Todo agosto é meio ou totalmente aziago e sempre traz um repertório inesgotável de perdas, conflitos, tragédias, queimadas. Neste agosto, o frio pegou, o mar andou revolto, barcos naufragaram, a crise econômica oscilou e a reforma política ficou à deriva. Como nem tudo é inteiramente ruim, a luta contra o feminicídio esteve em alta, embora não tenha livrado maioria das vítimas da transferência de culpa transmitida pelo algoz. Joga-se a indefesa vítima na vala comum da prostituição, traição ou droga, para justificar o que não tem conserto.

Também esteve em alta o debate contra a homofobia e, em especial, a intolerância contra a mudança de sexo, que parece ser a bola da vez.
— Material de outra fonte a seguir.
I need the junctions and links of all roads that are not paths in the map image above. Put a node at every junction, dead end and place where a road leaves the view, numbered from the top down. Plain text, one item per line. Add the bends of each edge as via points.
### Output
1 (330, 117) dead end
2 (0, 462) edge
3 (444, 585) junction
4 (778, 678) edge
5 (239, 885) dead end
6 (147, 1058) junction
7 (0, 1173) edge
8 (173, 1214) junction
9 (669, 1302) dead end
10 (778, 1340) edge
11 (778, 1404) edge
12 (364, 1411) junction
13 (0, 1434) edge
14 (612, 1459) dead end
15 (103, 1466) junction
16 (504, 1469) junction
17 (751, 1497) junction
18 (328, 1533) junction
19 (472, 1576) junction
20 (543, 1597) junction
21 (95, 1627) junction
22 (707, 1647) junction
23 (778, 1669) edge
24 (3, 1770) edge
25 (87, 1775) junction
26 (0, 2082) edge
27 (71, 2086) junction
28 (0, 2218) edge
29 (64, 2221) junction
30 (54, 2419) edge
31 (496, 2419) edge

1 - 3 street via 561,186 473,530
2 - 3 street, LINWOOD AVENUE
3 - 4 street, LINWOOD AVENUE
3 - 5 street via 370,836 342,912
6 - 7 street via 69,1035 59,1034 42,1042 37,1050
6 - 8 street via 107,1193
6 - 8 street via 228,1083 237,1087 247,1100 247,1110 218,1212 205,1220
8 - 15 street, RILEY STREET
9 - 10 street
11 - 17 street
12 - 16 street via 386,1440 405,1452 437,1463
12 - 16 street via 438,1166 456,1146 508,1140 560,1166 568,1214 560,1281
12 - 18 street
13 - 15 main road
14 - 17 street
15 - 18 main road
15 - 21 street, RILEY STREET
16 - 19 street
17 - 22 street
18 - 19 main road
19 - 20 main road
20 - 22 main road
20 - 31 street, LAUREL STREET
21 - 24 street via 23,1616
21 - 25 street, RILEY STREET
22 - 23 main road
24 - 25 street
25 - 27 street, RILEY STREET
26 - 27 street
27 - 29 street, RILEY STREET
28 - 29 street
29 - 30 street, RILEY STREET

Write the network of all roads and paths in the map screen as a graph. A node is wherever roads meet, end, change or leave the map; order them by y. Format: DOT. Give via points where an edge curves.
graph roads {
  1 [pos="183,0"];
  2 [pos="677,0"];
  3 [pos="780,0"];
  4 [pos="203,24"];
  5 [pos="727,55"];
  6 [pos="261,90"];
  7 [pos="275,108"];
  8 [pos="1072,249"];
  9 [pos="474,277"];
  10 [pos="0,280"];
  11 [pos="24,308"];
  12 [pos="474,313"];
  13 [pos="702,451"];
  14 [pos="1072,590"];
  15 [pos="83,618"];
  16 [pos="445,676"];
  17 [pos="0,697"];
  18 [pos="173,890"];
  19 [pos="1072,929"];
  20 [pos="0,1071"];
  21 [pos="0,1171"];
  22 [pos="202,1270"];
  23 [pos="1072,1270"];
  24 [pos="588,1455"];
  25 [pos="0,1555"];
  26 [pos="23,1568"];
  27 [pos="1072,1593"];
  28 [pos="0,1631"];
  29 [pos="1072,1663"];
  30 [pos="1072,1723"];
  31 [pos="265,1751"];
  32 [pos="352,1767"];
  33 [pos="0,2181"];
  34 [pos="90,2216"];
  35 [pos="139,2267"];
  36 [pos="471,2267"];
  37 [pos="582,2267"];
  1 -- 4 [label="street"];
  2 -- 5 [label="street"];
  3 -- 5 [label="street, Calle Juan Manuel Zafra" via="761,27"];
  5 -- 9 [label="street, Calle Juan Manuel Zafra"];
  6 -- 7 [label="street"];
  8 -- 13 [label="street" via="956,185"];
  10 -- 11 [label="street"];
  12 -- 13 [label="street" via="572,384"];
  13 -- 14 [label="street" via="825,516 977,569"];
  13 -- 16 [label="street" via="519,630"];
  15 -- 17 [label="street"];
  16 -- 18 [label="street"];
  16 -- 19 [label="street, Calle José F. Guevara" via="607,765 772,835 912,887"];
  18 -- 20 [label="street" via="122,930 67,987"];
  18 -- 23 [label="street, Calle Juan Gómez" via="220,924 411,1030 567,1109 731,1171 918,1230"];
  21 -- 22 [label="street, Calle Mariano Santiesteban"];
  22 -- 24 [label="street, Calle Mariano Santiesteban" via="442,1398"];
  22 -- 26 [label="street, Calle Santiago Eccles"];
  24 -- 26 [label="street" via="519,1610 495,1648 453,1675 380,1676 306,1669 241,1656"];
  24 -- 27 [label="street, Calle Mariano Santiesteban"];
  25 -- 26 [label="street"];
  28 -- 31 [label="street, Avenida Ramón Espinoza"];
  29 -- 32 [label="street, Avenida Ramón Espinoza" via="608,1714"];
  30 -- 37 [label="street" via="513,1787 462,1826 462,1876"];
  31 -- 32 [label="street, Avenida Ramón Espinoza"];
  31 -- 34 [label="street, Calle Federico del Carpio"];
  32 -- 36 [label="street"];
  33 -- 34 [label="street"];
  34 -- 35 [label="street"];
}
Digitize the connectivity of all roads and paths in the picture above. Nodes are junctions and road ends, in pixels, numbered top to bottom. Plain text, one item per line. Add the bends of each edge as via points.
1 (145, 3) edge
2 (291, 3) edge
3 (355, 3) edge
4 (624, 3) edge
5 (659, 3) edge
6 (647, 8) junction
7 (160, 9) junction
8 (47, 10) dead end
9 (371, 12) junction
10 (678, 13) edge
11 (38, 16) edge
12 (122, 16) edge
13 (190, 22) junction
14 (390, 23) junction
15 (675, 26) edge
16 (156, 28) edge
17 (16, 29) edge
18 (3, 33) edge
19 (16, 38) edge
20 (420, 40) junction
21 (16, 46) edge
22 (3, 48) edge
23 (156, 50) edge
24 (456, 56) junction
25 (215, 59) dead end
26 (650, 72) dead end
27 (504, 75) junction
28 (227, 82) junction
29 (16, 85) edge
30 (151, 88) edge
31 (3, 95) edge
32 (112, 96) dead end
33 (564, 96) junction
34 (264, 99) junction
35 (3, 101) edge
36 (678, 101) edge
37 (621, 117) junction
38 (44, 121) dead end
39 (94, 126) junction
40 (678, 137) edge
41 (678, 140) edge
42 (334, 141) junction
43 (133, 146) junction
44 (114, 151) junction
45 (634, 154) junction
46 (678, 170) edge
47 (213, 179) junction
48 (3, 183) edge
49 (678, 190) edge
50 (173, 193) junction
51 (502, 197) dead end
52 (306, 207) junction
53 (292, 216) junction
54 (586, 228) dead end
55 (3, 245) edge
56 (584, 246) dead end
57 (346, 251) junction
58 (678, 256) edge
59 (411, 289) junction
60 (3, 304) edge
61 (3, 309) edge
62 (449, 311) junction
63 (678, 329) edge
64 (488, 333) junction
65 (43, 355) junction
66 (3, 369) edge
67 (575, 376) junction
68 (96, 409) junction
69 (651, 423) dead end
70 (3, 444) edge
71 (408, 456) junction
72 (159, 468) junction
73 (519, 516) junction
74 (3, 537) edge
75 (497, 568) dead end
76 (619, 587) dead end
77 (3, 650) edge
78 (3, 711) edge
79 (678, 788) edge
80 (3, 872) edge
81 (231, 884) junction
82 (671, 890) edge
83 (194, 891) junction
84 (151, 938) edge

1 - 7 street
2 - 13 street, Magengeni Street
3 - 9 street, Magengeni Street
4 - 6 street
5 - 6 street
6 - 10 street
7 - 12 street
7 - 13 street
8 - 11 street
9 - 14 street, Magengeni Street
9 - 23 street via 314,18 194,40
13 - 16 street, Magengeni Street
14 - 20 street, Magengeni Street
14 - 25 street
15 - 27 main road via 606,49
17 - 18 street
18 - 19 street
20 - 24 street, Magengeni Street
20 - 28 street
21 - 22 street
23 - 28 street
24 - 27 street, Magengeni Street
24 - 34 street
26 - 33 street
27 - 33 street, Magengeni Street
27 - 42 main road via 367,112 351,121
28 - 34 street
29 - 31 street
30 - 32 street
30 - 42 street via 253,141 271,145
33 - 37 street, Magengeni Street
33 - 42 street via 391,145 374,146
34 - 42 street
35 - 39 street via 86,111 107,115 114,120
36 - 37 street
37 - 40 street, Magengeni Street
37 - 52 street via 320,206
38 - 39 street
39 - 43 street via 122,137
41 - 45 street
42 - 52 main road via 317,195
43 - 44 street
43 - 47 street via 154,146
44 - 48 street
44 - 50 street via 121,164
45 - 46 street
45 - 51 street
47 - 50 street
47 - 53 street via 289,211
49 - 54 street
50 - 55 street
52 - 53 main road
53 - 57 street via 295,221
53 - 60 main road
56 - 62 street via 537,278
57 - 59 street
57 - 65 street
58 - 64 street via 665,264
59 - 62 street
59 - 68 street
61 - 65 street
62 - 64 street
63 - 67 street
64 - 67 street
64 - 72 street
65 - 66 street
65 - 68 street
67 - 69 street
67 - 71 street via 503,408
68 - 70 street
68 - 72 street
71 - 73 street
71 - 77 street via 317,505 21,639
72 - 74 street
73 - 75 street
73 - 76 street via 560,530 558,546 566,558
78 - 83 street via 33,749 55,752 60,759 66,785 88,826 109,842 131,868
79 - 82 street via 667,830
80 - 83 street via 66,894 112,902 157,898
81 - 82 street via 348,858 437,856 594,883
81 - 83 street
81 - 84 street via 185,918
Uma piadinha circulou num para-choque de caminhão de motorista entrando no circuito: “Faço mudança, menos de sexo”. E até Chico Buarque, quem diria, ficou no meio do fogo-cruzado, acusado de machista, por ter declarado em sua nova canção “Tua cantiga”, que trocaria a mulher, filhos e família, pela amante.

Retrucou que machista seria ficar com a mulher, a família e a amante, ao mesmo tempo, como muitos fazem. Aliás, Chico Buarque também acertou no novo disco, outra vez. Se antigamente o País quase parava aguardando o disco novo do Roberto Carlos, agora quase ninguém para por causa do disco de quem quer que seja. Mas, no caso de ”Caravanas”, novo trabalho do compositor, pode-se dizer que enquanto cães ladram, o nosso maior cronista musical passa jogando pérolas, mesmo que não sejam percebidas.

Na canção “Tua cantiga”, o propalado machismo acabou encobrindo preciosidades, tipo “basta soprar meu nome com teu perfume pra me atrair”, “pisando em plumas, toda manhã eu te despertarei” ou “terei ciúme até de mim, no espelho a te abraçar”.  Na sequência, “Blues pra Bia” mostra o compositor mexendo com a troca de gêneros: “Eu fiz este blues pra Bia, mas Bia não vem me ouvir”, concluindo, após perceber que Bia talvez queira lhe avisar que meninos não têm lugar em seu coração: “Até posso virar menina, pra ela me namorar”.

E Chico outra vez revisita o futebol, paixão antiga, com “Jogo de Bola”, quando num samba enviesado lembra de Marias-chuteira, e exalta um “Puskás eras, a fera das feras da esfera”, lançando para arquibaldos e geraldinos versos de efeito sobre o grande astro da seleção húngara de 1954.  O disco enfileira harmônicas parcerias familiares, “Massarandupió” (Chico Brown, neto), adornada de cordas e sopros, “Dueto” (Clara Buarque, neta), e chega até Havana, na viagem abolerada de “Casualmente”, parceria com Jorge Helder.

Ali, derrama-se em recuerdos capazes de agradar até coxinhas, que vivem acusando o compositor de mortadela: “Não voltará nunca mais/a canção sentimental/que casualmente em Havana escutei a cantar/uma mulher”. Alimenta a esperança de regressar, percorrer as ruas em busca da mulher, do bolero, do crepúsculo na catedral. E conclui “que o mar de Havana é o mesmo, porém não é igual”. Coincidência ou não, nas diferentes matérias publicadas por grandes jornais sobre o disco, pouco ou nada sobre o passeio sonoro do compositor por Cuba, de onde nunca escondeu a admiração pelo regime dos irmãos Castro apontando os avanços sociais da ilha. A omissão parece premeditada, sinal de que o bloqueio contra Cuba não é apenas econômico.  

Após o samba-canção “Desaforos”, Chico Buarque chega aos finalmente exibindo “Caravanas”, recheada de personagens do nosso cotidiano insano. Vai dos refugiados abarrotados em caravelas sem destino aos suburbanos muçulmanos do Jacarezinho, com suas sungas estufadas “e seus sacos são granadas”. Arremata que “a culpa deve ser do sol, que bate na moleira, o sol”, como que a apontar que, mesmo com tantas caravanas, não há nada de muito valioso atravessando por esses desertos sombrios.

Pode não ser este o melhor disco do compositor que virou cantor, e já foi rara unanimidade no País nos tempos de “A Banda”, que todos queriam ouvir, até os militares do poder. Mas, a esta altura do campeonato, aos 73 anos, Chico Buarque continua batendo um bolão na música.